March spending surge on commercial planes is deceiving

There was surprisingly good economic news Wednesday about U.S. manufacturing. Orders for durable goods — that’s big-ticket items like cars, appliances, machinery, aircraft — jumped 3.2% in March on a month-to-month basis.

That’s a major turnaround from earlier in the year: Orders were down 5% in January, more than 1% in February.

Rising orders for manufactured goods are generally viewed as a good thing for the economy. The 3.2% increase in durable goods orders for March sure is huge, but there’s an important caveat. It was driven by one really volatile variable: commercial aircraft. 

One plane can cost well over $100 million, and Boeing booked 38 new orders in March, leading to an 80% jump in a single month.

“So it requires us to look under the hood every month to see what’s actually happening,” said Dan North at credit insurer Allianz Trade. Strip out volatile transportation orders down to what’s called core non-defense capital goods, he said, and last month was a lot less impressive.

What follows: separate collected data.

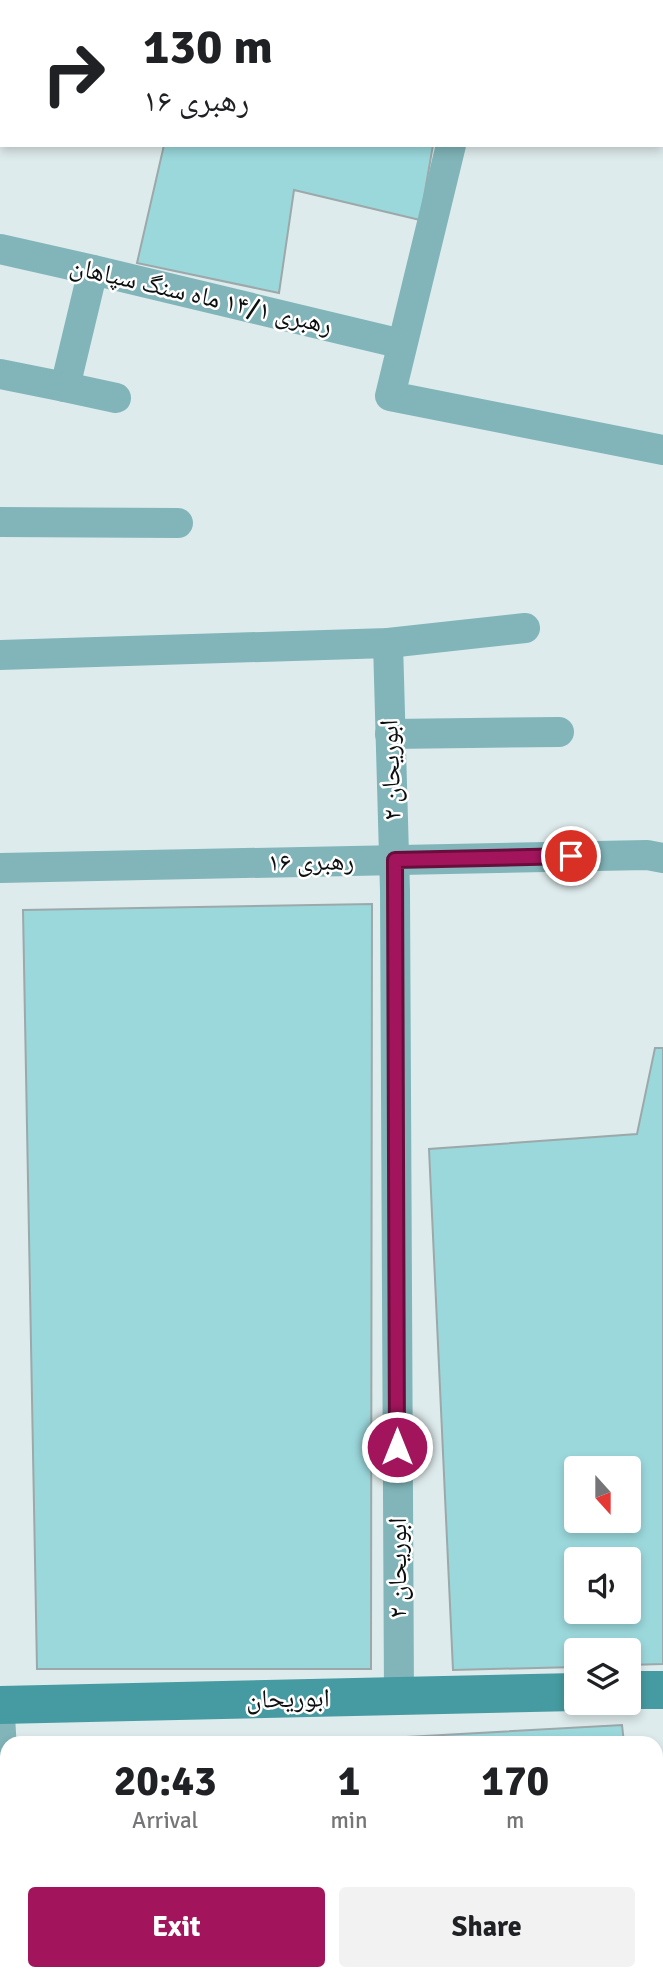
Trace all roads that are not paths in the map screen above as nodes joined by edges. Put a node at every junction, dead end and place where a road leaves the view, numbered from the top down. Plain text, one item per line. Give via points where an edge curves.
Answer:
1 (451, 147) edge
2 (0, 249) edge
3 (93, 270) junction
4 (402, 344) junction
5 (0, 374) edge
6 (65, 387) junction
7 (116, 398) dead end
8 (663, 450) edge
9 (0, 522) edge
10 (178, 523) dead end
11 (525, 628) dead end
12 (388, 643) junction
13 (0, 655) edge
14 (559, 732) dead end
15 (390, 734) junction
16 (663, 858) edge
17 (395, 860) junction
18 (0, 868) edge
19 (641, 1690) edge
20 (663, 1690) edge
21 (564, 1692) edge
22 (398, 1696) junction
23 (0, 1705) edge
24 (0, 1716) edge
25 (1, 1736) edge

1 - 4 street
2 - 3 street, رهبری ۱۴/۱ ماه سنگ سپاهان
3 - 4 street, رهبری ۱۴/۱ ماه سنگ سپاهان
3 - 6 street
4 - 8 street via 390,396
5 - 6 street
6 - 7 street
9 - 10 street
11 - 12 street
12 - 13 street
12 - 15 street, ابوریحان ۲
14 - 15 street
15 - 17 street, ابوریحان ۲
16 - 17 street, رهبری ۱۶
17 - 18 street, رهبری ۱۶
17 - 22 street, ابوریحان ۲
19 - 20 street
21 - 22 street, ابوریحان
22 - 23 street, ابوریحان
24 - 25 street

“That number was actually down 0.4%, and it’s been down four out of the past five months,” North said. “And why do we look at non-defense capital goods? Well, it’s really a good proxy for business spending” on new machinery, computers, automation. In other words, investing in the future. 

And when they cut back sharply, it’s a warning, per Andrew Hunter at Capital Economics.

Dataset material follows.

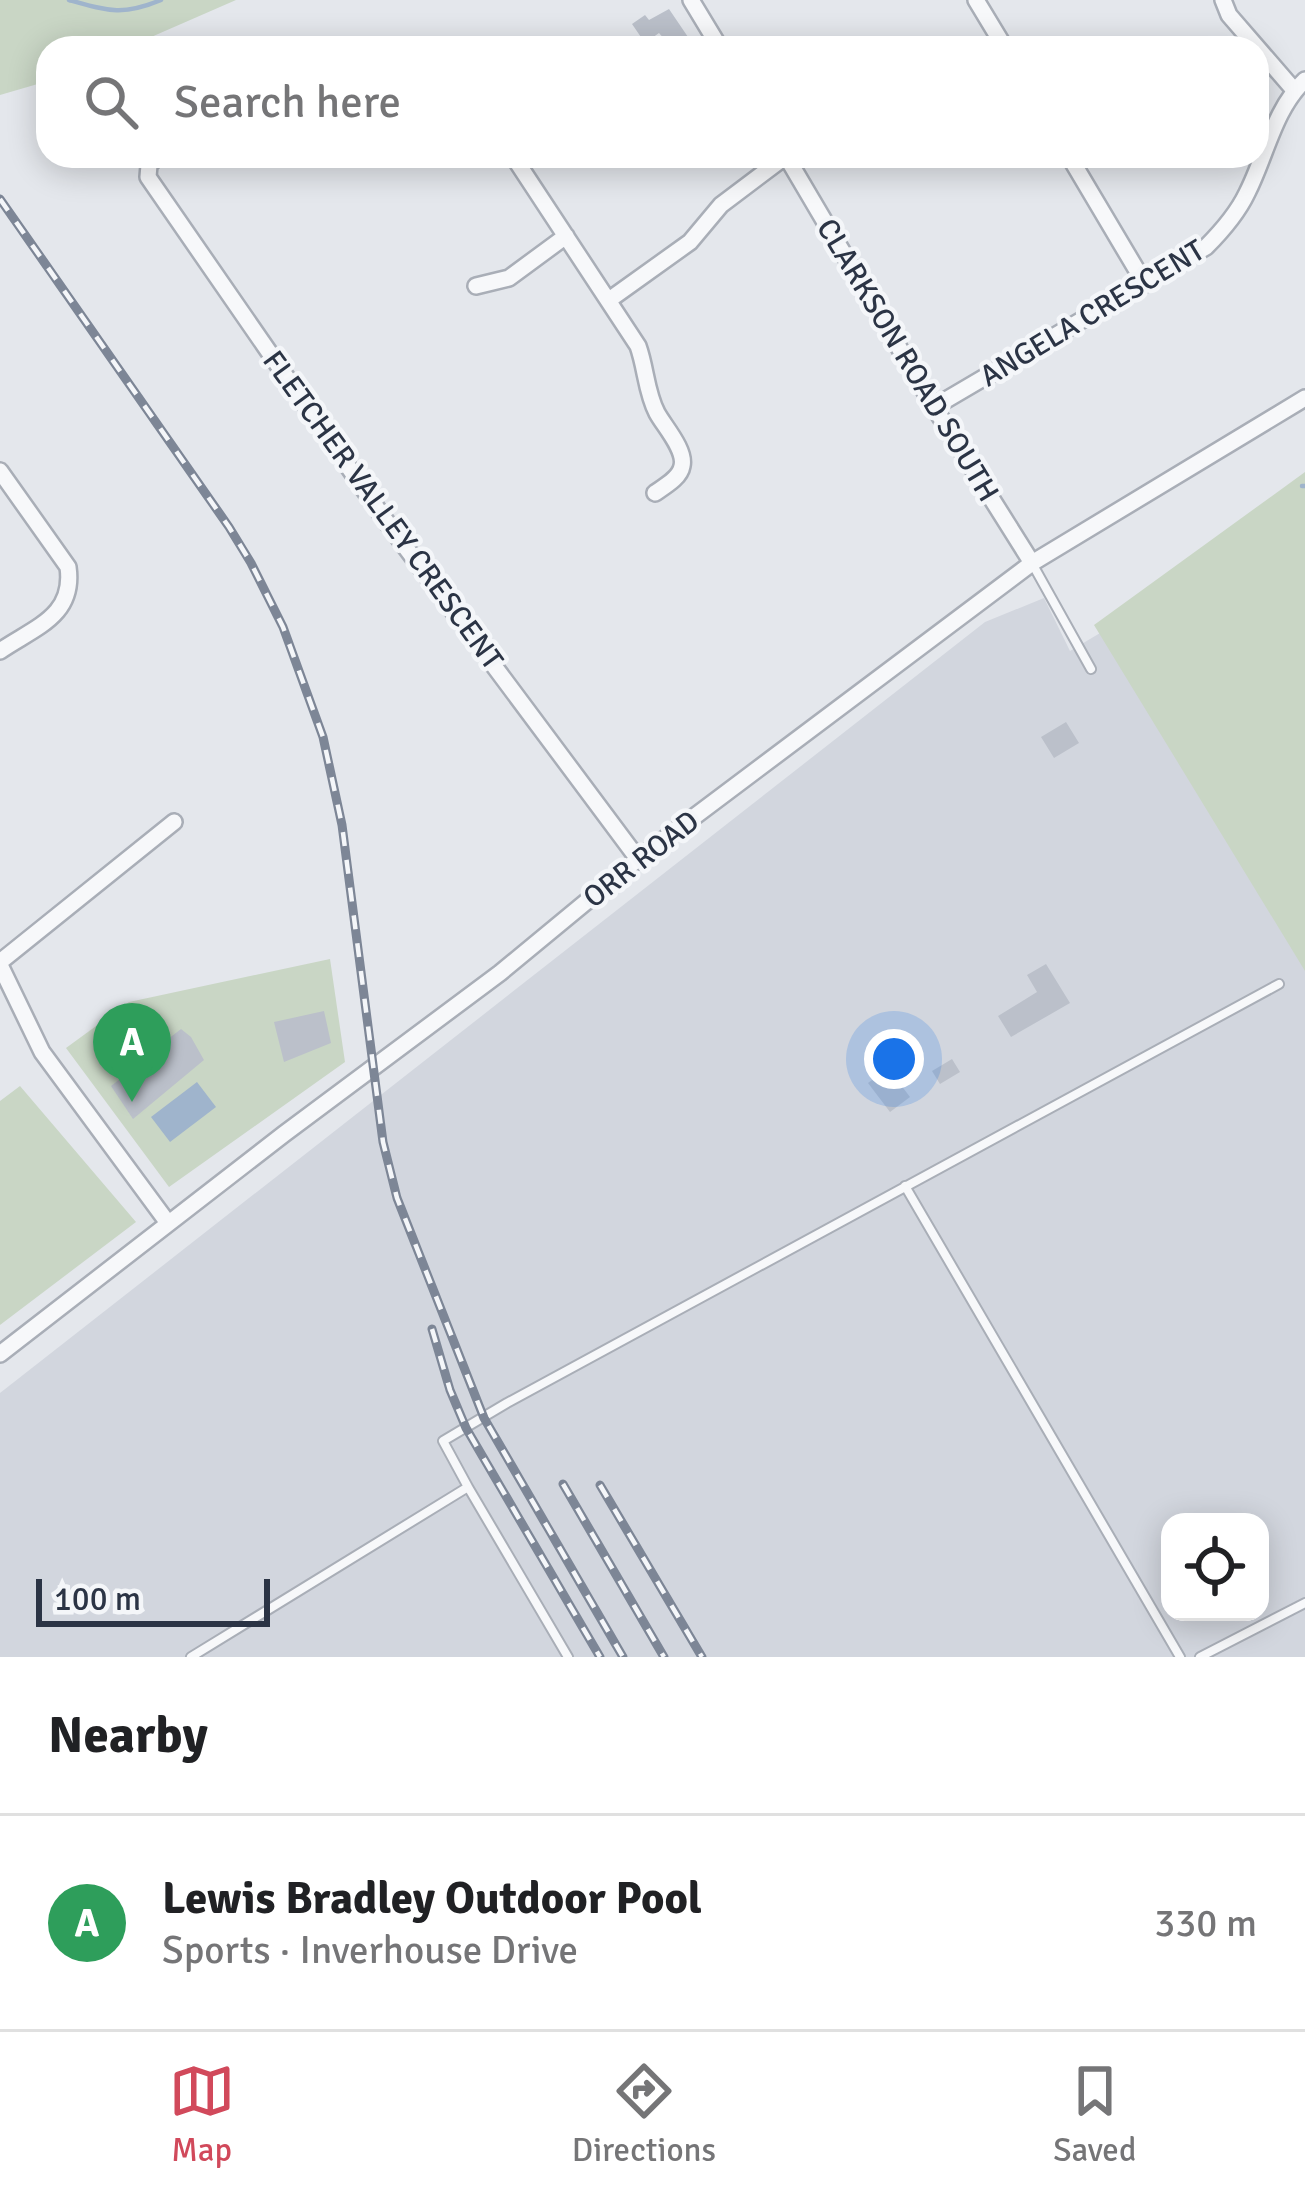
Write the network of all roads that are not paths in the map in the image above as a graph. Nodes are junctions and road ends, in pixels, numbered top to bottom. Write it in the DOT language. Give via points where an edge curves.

“The fact that it now seems to be weakening, and has been weakening for the past couple of quarters now, is unfortunately a sign, I think, that economic growth is heading lower,” he said.

To put this in context, manufacturing is only about 8% of the economy. Brad McMillan at Commonwealth Financial Network said it’s possible to have a manufacturing slump “and still see the economy as a whole continue to grow.”

Back to those rock-star aircraft orders. McMillan said they’re volatile, yes, but they do tell people something important about the economy.

“Airlines are feeling pretty positive — both about where they are and about the future,” he said. He pointed out, though, that in the past, airlines haven’t always been great at predicting the economic future.